# Slim Devices Transporter



## jerome (Apr 24, 2007)

I'm currently looking at replacing my CD player by a stream player. SqueezeBox, Sonos and Transporter are mainly what I'm considering now.

Slim Devices' Transporter seems to be a high-quality streaming device that can match high-end CD players (if I believe some reviews I read).

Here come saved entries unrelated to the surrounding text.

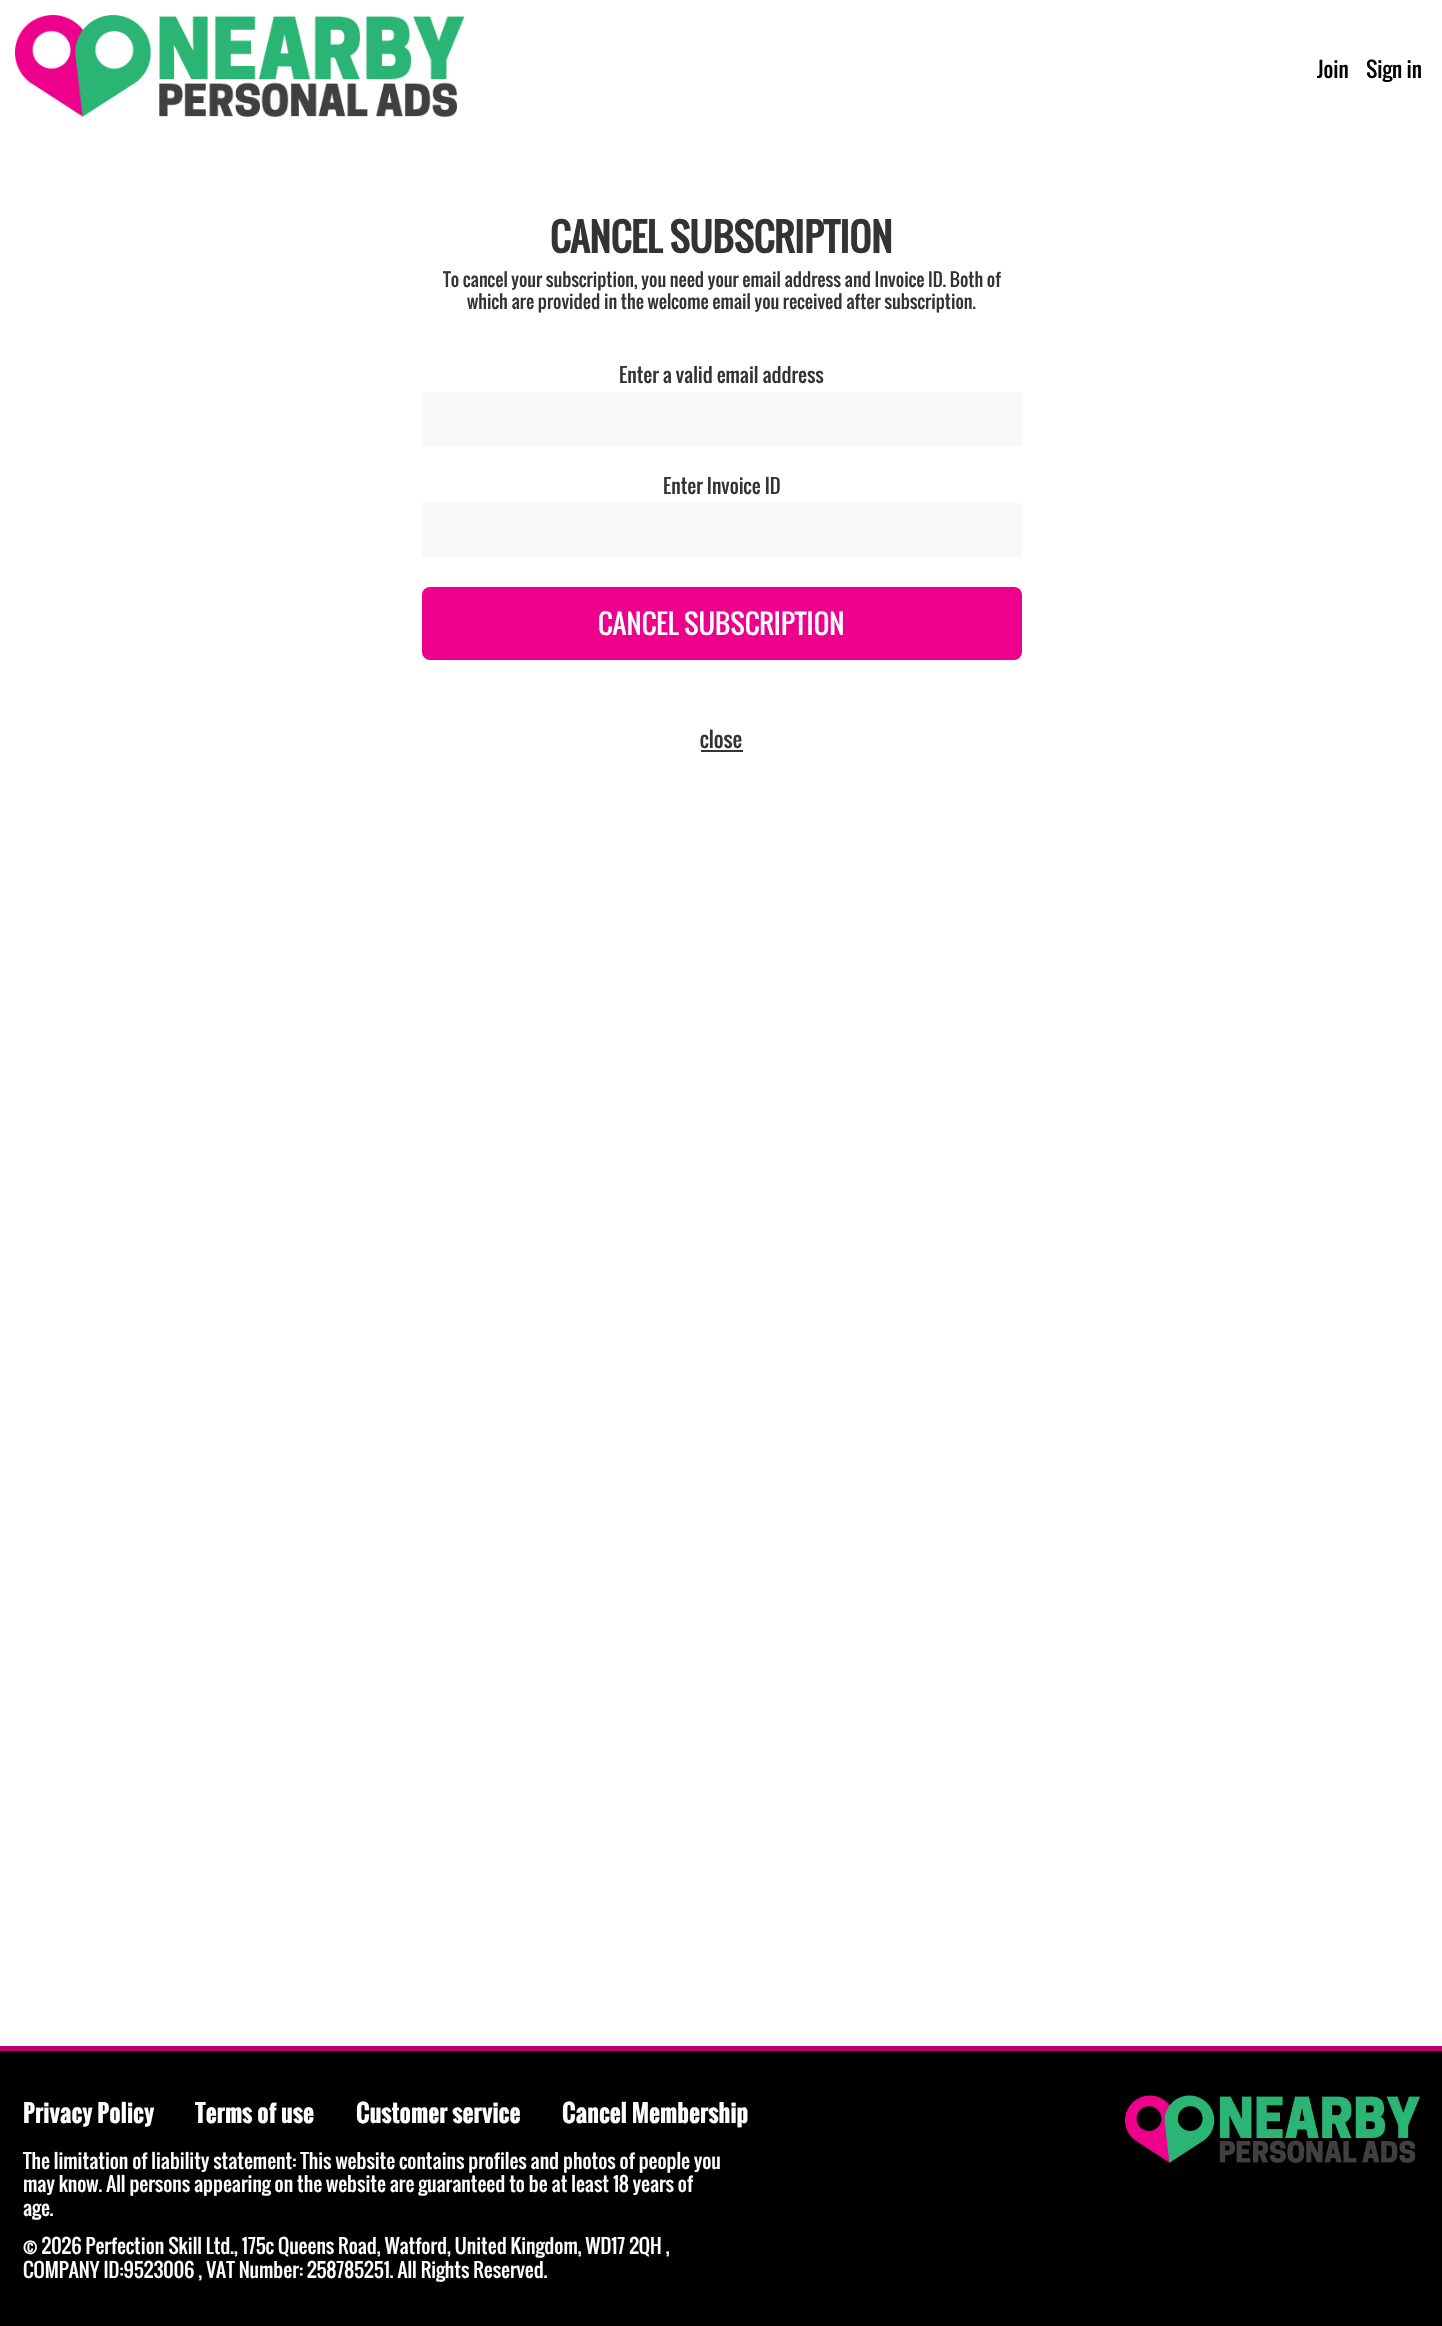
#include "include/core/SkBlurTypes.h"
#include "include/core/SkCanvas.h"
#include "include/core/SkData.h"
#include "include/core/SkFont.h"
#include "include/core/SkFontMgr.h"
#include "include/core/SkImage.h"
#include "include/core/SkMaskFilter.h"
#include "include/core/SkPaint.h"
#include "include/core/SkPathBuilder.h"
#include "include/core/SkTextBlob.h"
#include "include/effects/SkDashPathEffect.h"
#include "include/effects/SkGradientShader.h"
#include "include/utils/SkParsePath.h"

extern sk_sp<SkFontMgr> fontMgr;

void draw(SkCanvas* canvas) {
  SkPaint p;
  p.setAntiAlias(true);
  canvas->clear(SK_ColorWHITE);
  canvas->drawImageRect(SkImages::DeferredFromEncodedData(SkData::MakeFromFileName("images/1.png")), SkRect::MakeLTRB(15, 15, 465, 117), SkSamplingOptions());
  p.setColor(SkColorSetRGB(248, 248, 248));
  canvas->drawRect(SkRect::MakeLTRB(422, 392, 1022, 446), p);
  canvas->drawRect(SkRect::MakeLTRB(422, 503, 1022, 557), p);
  p.setColor(SkColorSetRGB(237, 0, 140));
  canvas->drawRoundRect(SkRect::MakeLTRB(422, 587, 1022, 660), 8, 8, p);
  p.setColor(SkColorSetRGB(51, 51, 51));
  canvas->drawRect(SkRect::MakeLTRB(701, 750, 743, 752), p);
  p.setColor(SK_ColorBLACK);
  canvas->drawRect(SkRect::MakeLTRB(0, 2051, 1442, 2326), p);
  p.setColor(SkColorSetRGB(190, 0, 112));
  canvas->drawRect(SkRect::MakeLTRB(0, 2046, 1442, 2051), p);
  canvas->drawImageRect(SkImages::DeferredFromEncodedData(SkData::MakeFromFileName("images/2.png")), SkRect::MakeLTRB(1125, 2095, 1421, 2163), SkSamplingOptions());
  SkFont font1(fontMgr->matchFamilyStyle("Oswald", SkFontStyle::Normal()), 21);
  font1.setSubpixel(true);
  p.setColor(SK_ColorBLACK);
  canvas->drawString("Join", 1317, 78, font1, p);
  canvas->drawString("Sign in", 1366, 78, font1, p);
  SkFont font2(fontMgr->matchFamilyStyle("Oswald", SkFontStyle::Bold()), 37.5f);
  font2.setSubpixel(true);
  p.setColor(SkColorSetRGB(51, 51, 51));
  canvas->drawString("CANCEL SUBSCRIPTION", 550, 253, font2, p);
  SkFont font3(fontMgr->matchFamilyStyle("Oswald", SkFontStyle::Normal()), 18);
  font3.setSubpixel(true);
  canvas->drawString("To cancel your subscription, you need your email address and Invoice ID. Both of", 443, 287, font3, p);
  canvas->drawString("which are provided in the welcome email you received after subscription.", 467, 309, font3, p);
  SkFont font4(fontMgr->matchFamilyStyle("Oswald", SkFontStyle::Normal()), 19.5f);
  font4.setSubpixel(true);
  canvas->drawString("Enter a valid email address", 619, 383, font4, p);
  canvas->drawString("Enter Invoice ID", 663, 494, font4, p);
  SkFont font5(fontMgr->matchFamilyStyle("Oswald", SkFontStyle::Normal()), 27);
  font5.setSubpixel(true);
  p.setColor(SK_ColorWHITE);
  canvas->drawString("CANCEL SUBSCRIPTION", 598, 635, font5, p);
  p.setColor(SkColorSetRGB(51, 51, 51));
  canvas->drawString("close", 700, 748, font1, p);
  SkFont font6(fontMgr->matchFamilyStyle("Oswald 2", SkFontStyle::Bold()), 24);
  font6.setSubpixel(true);
  p.setColor(SK_ColorWHITE);
  canvas->drawString("Privacy Policy", 23, 2123, font6, p);
  canvas->drawString("Terms of use", 195, 2123, font6, p);
  canvas->drawString("Customer service", 356, 2123, font6, p);
  canvas->drawString("Cancel Membership", 562, 2123, font6, p);
  canvas->drawString("The limitation of liability statement: This website contains profiles and photos of people you", 23, 2169, font4, p);
  canvas->drawString("may know. All persons appearing on the website are guaranteed to be at least 18 years of", 23, 2192, font4, p);
  canvas->drawString("age.", 23, 2216, font4, p);
  canvas->drawString("© 2026 Perfection Skill Ltd., 175c Queens Road, Watford, United Kingdom, WD17 2QH ,", 23, 2254, font4, p);
  canvas->drawString("COMPANY ID:9523006 , VAT Number: 258785251. All Rights Reserved.", 23, 2278, font4, p);
}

What is your opinions? Is there anyone here who has tried and/or owns a Transporter ? I this really worth $2000 or should I go for SqueezeBox+DAC?
Unfortunately, I am unable to borrow one for test without buying it here in Norway :crying:

Thanks for any suggestions !!! :help:


----------



## avaserfi (Jul 5, 2007)

While I don't own a squeeze box since I use my PS3 for wireless streaming I do have a couple of friends that own them and absolutely love them for two channel listening. In all honesty I don't see a point in spending $2000 on something so simple get the $300 squeeze box and blow the $1700 left over on some other toys .


----------



## jerome (Apr 24, 2007)

Yes, that was my first thought too. I thought about buying an SB3 and a good DAC afterwards. But is there someone in this forum who owns a Transporter could justify why I should pay so much more for it ?

I'm just curious:bigsmile:


----------